Agora o presidente do partido vai além e anuncia que o Centrão está com Lula.

A situação política de Caiado fica desconfortável.

Como pedir ao eleitor brasileiro que acredite numa candidatura presidencial se nem o próprio partido está obrigado a caminhar com seu candidato?

E existe outra pergunta ainda mais dura:

Caiado é realmente o projeto presidencial do PSD ou sua candidatura serve também como instrumento de negociação de Kassab para o segundo turno?

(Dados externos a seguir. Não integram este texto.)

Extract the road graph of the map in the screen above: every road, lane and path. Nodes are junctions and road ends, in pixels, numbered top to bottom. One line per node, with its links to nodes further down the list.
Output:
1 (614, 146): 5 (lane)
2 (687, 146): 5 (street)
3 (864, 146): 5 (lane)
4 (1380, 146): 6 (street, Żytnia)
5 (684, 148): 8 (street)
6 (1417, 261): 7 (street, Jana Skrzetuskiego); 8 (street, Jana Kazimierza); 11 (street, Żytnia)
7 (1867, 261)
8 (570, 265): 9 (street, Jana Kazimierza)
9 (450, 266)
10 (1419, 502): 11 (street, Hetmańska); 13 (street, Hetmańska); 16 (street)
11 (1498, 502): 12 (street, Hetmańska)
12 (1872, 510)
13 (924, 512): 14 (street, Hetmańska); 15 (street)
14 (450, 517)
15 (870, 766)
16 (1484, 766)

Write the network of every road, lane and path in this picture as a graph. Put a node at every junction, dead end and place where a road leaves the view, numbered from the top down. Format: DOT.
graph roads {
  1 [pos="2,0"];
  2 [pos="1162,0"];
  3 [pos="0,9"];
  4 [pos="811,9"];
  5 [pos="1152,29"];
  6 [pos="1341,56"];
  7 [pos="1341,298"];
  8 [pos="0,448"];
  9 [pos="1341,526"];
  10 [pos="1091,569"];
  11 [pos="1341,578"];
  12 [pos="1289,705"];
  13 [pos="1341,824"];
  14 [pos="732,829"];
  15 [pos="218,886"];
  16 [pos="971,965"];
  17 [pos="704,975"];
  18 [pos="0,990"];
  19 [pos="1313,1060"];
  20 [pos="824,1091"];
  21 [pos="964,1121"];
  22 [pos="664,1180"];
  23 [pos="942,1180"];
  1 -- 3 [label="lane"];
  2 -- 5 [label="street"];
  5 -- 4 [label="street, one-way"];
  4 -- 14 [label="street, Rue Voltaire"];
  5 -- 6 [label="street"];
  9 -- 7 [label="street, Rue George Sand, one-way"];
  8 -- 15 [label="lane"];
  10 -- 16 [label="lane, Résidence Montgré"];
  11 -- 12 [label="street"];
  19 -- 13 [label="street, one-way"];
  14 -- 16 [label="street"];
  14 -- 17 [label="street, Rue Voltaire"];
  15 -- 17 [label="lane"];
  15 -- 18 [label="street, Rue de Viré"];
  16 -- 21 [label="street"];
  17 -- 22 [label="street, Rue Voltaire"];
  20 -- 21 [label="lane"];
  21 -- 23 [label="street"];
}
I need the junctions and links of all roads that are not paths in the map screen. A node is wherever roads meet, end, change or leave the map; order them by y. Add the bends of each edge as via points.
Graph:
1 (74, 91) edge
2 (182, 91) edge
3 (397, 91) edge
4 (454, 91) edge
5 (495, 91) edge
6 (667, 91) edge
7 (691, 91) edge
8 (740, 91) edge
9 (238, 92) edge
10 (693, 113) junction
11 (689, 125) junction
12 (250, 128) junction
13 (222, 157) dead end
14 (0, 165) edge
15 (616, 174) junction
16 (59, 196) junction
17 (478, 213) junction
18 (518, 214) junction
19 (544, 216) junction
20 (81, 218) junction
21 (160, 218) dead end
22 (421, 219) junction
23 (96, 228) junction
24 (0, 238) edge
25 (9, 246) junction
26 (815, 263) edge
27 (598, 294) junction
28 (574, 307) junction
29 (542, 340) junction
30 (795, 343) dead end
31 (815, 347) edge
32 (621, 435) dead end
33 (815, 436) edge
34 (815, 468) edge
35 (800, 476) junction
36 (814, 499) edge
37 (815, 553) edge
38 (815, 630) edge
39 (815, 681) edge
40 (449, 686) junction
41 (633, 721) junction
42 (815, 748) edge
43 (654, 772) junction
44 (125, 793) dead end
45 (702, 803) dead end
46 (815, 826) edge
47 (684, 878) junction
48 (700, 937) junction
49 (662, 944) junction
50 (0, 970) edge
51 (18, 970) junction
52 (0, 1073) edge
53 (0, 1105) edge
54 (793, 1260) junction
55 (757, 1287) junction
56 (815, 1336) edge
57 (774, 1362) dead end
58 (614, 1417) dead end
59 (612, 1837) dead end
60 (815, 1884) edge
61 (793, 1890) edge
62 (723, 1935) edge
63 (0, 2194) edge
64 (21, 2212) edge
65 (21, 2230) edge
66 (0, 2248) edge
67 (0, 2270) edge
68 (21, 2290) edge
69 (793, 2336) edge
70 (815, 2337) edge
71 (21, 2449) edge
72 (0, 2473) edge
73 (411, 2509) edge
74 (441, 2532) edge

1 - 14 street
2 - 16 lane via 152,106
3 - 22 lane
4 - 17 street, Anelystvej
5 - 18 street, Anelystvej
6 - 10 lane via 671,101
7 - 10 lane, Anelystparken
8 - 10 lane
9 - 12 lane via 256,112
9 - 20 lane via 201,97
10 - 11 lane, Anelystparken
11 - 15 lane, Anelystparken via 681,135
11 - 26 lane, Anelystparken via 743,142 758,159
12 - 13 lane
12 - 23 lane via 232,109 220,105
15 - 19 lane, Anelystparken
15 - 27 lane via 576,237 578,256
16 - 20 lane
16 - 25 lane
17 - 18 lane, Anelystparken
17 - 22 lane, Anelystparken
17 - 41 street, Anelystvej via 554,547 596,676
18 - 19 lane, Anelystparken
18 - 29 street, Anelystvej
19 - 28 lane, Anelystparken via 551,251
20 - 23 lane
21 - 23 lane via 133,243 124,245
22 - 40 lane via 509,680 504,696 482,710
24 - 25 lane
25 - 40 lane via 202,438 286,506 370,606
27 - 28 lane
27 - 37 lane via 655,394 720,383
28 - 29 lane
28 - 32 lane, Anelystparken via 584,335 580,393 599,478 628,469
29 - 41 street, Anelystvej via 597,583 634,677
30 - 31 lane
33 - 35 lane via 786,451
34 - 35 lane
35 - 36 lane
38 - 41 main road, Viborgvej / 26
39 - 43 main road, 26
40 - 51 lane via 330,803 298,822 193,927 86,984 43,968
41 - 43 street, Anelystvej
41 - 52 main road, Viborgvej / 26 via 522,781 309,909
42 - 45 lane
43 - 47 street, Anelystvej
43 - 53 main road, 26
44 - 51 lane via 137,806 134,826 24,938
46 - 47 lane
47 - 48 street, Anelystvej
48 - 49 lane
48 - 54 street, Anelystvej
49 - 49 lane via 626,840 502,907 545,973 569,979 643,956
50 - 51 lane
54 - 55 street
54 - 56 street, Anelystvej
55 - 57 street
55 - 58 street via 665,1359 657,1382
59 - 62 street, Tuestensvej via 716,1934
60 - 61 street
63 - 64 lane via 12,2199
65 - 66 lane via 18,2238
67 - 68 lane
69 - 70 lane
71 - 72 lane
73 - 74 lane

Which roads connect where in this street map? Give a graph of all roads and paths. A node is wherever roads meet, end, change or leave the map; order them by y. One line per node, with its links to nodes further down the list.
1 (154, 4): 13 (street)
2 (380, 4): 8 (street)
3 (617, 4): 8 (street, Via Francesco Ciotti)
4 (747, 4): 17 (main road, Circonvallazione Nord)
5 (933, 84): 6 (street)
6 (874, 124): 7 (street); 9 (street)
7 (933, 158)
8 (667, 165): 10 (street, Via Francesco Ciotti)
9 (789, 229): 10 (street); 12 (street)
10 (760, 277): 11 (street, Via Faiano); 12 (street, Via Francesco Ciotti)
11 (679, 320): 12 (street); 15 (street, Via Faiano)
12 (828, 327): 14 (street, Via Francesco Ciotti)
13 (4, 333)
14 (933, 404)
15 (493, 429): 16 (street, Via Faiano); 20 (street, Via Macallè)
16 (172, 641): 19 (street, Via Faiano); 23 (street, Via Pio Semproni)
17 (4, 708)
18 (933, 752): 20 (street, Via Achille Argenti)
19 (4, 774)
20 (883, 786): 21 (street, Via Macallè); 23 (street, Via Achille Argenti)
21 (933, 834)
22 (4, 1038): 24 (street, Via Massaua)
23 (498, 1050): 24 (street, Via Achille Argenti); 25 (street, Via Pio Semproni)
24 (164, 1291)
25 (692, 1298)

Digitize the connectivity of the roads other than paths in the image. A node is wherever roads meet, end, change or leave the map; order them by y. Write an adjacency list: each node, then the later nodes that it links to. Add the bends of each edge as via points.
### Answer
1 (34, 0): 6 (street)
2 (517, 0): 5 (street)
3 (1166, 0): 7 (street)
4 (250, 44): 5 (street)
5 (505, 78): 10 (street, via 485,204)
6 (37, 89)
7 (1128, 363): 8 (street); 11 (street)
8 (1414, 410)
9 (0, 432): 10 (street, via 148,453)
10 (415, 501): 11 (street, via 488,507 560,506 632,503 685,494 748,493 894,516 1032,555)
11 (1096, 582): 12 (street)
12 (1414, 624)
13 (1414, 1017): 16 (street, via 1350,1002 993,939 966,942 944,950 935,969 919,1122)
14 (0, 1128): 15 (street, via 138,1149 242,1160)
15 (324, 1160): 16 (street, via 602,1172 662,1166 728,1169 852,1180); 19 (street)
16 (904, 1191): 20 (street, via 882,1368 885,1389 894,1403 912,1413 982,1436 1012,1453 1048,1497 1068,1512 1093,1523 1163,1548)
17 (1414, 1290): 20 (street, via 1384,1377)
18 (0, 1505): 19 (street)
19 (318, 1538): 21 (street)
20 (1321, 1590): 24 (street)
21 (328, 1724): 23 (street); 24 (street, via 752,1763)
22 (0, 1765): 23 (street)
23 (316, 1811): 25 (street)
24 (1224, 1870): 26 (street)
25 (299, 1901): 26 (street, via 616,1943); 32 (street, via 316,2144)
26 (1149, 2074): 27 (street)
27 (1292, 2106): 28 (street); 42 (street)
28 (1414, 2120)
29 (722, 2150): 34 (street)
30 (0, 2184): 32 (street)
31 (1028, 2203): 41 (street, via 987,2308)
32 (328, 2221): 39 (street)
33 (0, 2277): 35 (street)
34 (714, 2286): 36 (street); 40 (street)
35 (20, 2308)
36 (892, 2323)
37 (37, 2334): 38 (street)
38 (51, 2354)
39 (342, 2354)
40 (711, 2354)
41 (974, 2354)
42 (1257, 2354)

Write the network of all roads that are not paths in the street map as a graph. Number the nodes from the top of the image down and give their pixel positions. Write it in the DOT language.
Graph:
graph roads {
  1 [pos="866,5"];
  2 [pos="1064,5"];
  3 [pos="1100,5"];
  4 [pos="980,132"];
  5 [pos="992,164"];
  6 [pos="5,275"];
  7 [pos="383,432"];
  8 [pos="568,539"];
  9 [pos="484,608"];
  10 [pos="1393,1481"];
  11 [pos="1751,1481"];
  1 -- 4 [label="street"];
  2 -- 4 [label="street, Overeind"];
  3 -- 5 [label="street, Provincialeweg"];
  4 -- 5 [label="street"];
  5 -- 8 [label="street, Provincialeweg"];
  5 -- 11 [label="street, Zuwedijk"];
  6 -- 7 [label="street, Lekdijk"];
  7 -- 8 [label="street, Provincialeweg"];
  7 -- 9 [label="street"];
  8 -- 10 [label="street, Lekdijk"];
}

O ataque vindo do PL já começou. Rogério Marinho, coordenador da campanha de Flávio Bolsonaro, acusou o PSD de atuar como “linha auxiliar” de Lula e afirmou que a candidatura de Caiado “não é para valer”. É uma acusação partidária, não um fato comprovado — mas a declaração de Kassab entregou munição de sobra aos adversários. (UOL Notícias⁠)

Caiado precisa responder.

Porque neste momento existe uma contradição difícil de explicar ao eleitor:

Caiado é candidato a presidente pelo PSD. Kassab é presidente do PSD e vice de Caiado. Parte relevante do PSD apoia adversários de Caiado. E agora Kassab anuncia que o Centrão está com Lula.

Se Caiado pretende convencer o Brasil de que sua candidatura é para valer, talvez tenha primeiro que convencer o próprio partido.

Antes de pedir o voto do Brasil, Caiado precisa responder uma pergunta bem mais simples: afinal, o PSD está com ele ou com Lula?